What is being asked:
Where does the word "leave" appear in the data? Copy every line that holds it.

Given records:
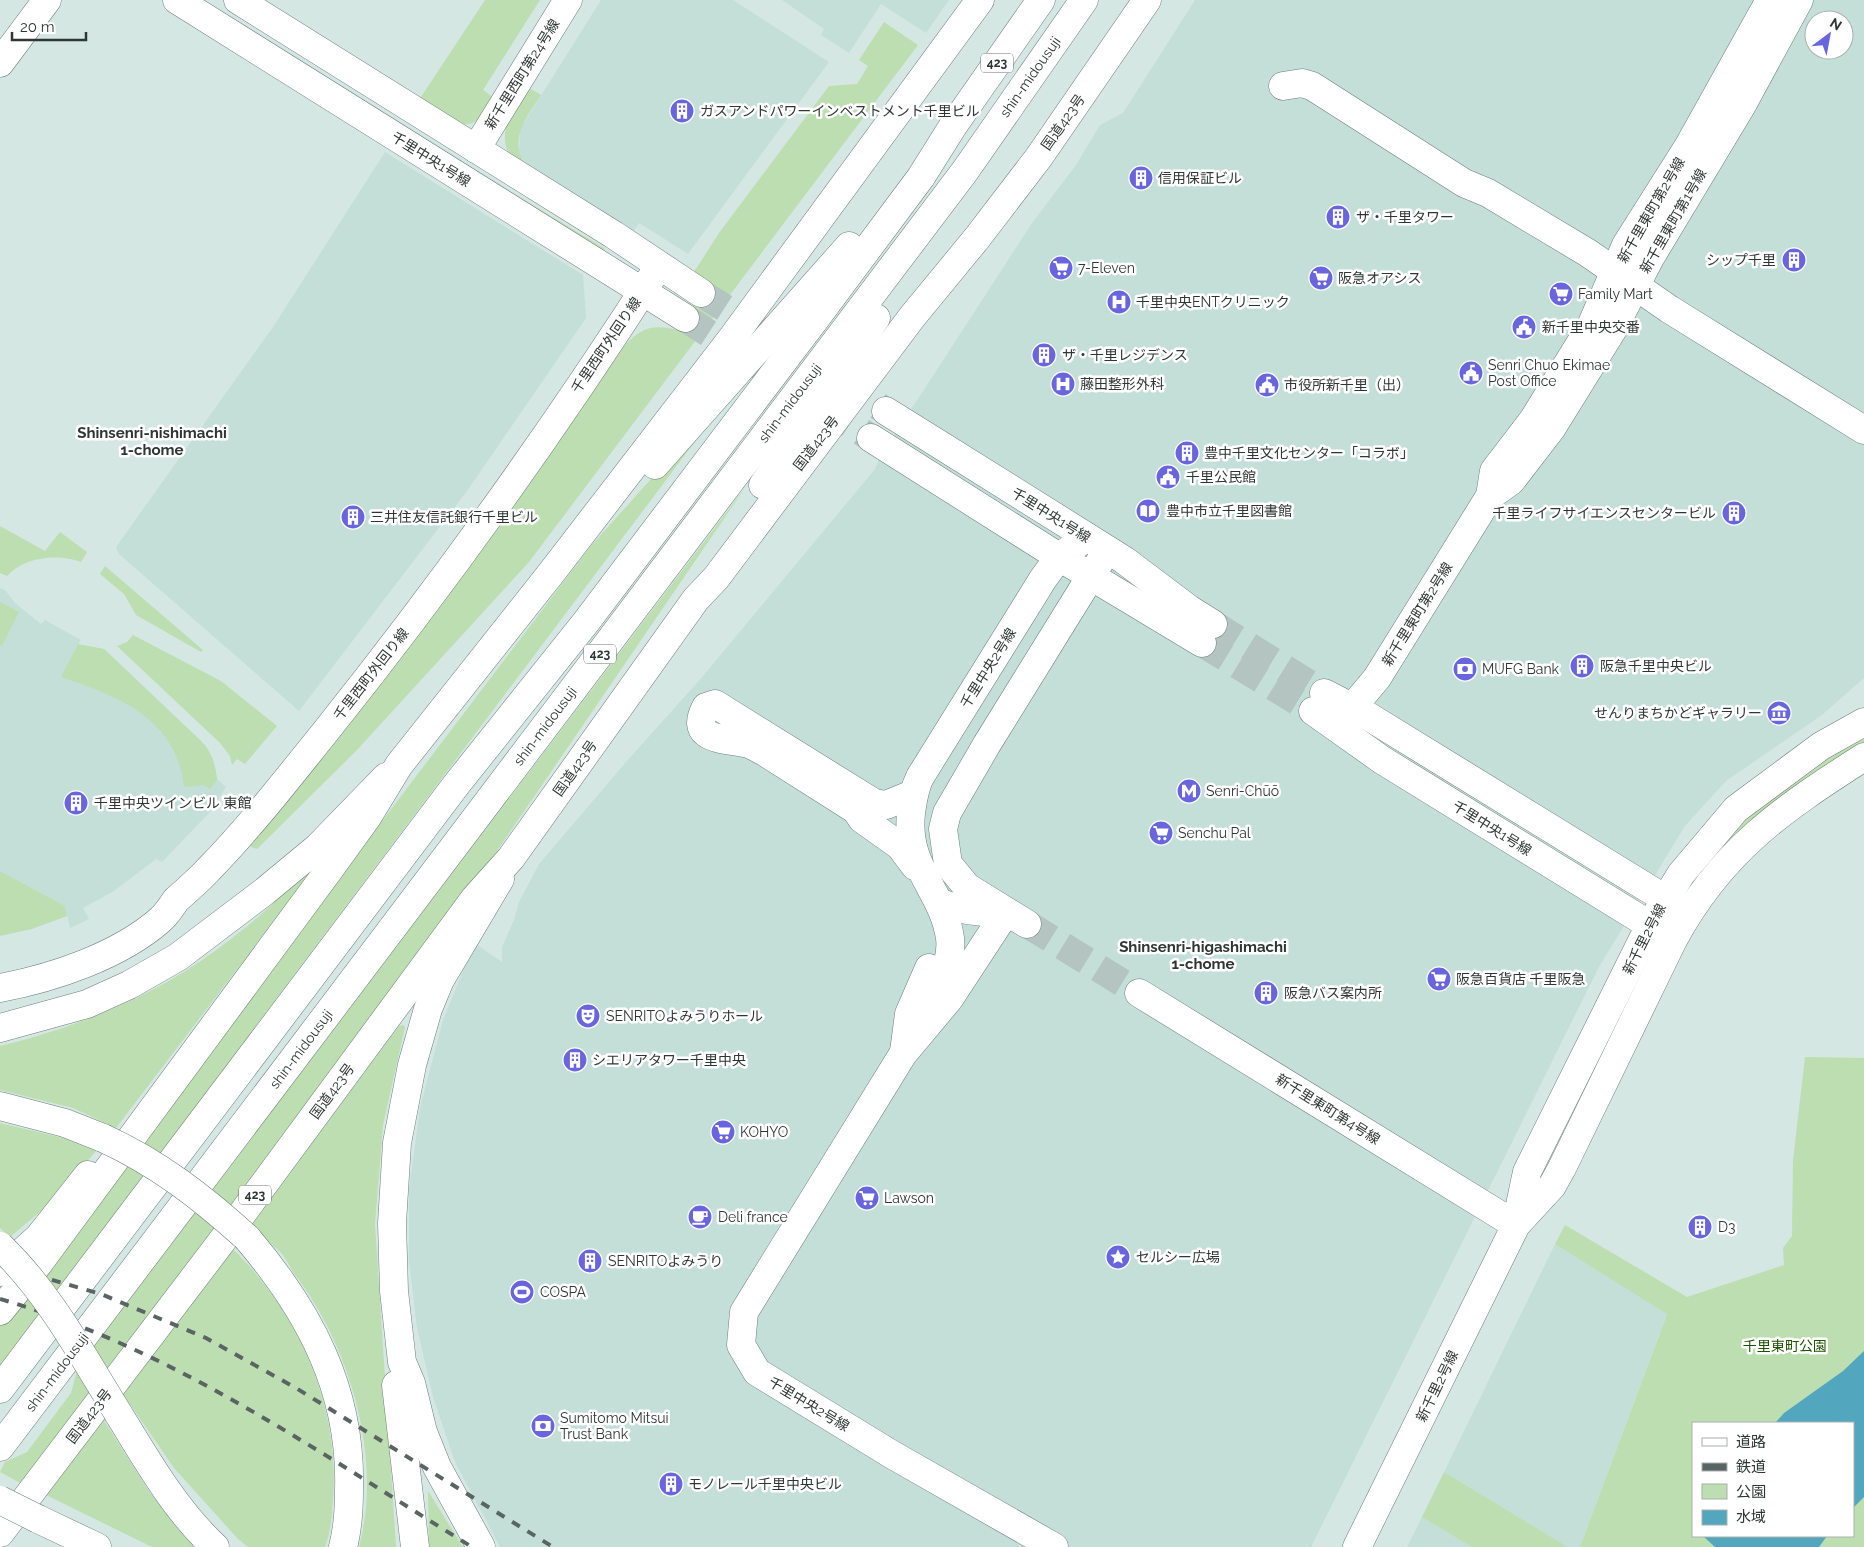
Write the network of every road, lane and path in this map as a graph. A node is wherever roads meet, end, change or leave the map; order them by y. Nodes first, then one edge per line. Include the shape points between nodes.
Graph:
--
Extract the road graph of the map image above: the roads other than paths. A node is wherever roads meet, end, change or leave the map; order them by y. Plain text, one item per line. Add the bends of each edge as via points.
...
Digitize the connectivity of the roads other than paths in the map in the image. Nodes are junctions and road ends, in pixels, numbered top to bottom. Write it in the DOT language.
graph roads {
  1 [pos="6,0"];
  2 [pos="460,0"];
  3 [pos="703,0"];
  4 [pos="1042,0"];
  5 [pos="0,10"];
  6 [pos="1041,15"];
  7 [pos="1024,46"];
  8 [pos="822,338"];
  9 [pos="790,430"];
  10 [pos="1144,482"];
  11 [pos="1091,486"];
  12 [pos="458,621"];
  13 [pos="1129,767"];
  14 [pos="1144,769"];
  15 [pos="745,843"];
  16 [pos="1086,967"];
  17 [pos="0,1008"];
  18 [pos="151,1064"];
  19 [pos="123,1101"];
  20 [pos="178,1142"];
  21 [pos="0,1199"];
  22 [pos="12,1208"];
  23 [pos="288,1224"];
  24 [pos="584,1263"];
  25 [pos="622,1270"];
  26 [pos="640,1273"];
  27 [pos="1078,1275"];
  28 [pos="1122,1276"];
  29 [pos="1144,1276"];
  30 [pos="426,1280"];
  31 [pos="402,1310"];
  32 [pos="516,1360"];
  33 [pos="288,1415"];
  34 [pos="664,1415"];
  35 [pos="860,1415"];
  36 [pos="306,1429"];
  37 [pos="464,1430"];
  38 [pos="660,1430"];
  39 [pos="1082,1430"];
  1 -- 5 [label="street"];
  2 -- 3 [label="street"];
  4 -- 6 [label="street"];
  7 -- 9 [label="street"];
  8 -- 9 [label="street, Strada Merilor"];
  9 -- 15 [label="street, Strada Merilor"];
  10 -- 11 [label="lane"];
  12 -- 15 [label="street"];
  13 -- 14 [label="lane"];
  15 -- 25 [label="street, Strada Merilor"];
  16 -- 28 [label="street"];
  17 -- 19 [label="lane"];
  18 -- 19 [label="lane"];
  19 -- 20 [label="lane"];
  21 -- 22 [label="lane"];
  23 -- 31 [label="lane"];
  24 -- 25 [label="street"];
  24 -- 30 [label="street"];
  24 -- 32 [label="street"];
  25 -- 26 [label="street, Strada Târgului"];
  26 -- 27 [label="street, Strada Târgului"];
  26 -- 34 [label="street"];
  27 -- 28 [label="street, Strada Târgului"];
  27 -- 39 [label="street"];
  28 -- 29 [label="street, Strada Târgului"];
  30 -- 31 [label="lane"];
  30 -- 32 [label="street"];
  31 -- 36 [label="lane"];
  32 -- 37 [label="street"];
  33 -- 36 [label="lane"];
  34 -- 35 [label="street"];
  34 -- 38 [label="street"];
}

Output for this exercise:
Write the network of every road, lane and path in this map as a graph. A node is wherever roads meet, end, change or leave the map; order them by y. Nodes first, then one edge per line. Include the shape points between nodes.
Extract the road graph of the map image above: the roads other than paths. A node is wherever roads meet, end, change or leave the map; order them by y. Plain text, one item per line. Add the bends of each edge as via points.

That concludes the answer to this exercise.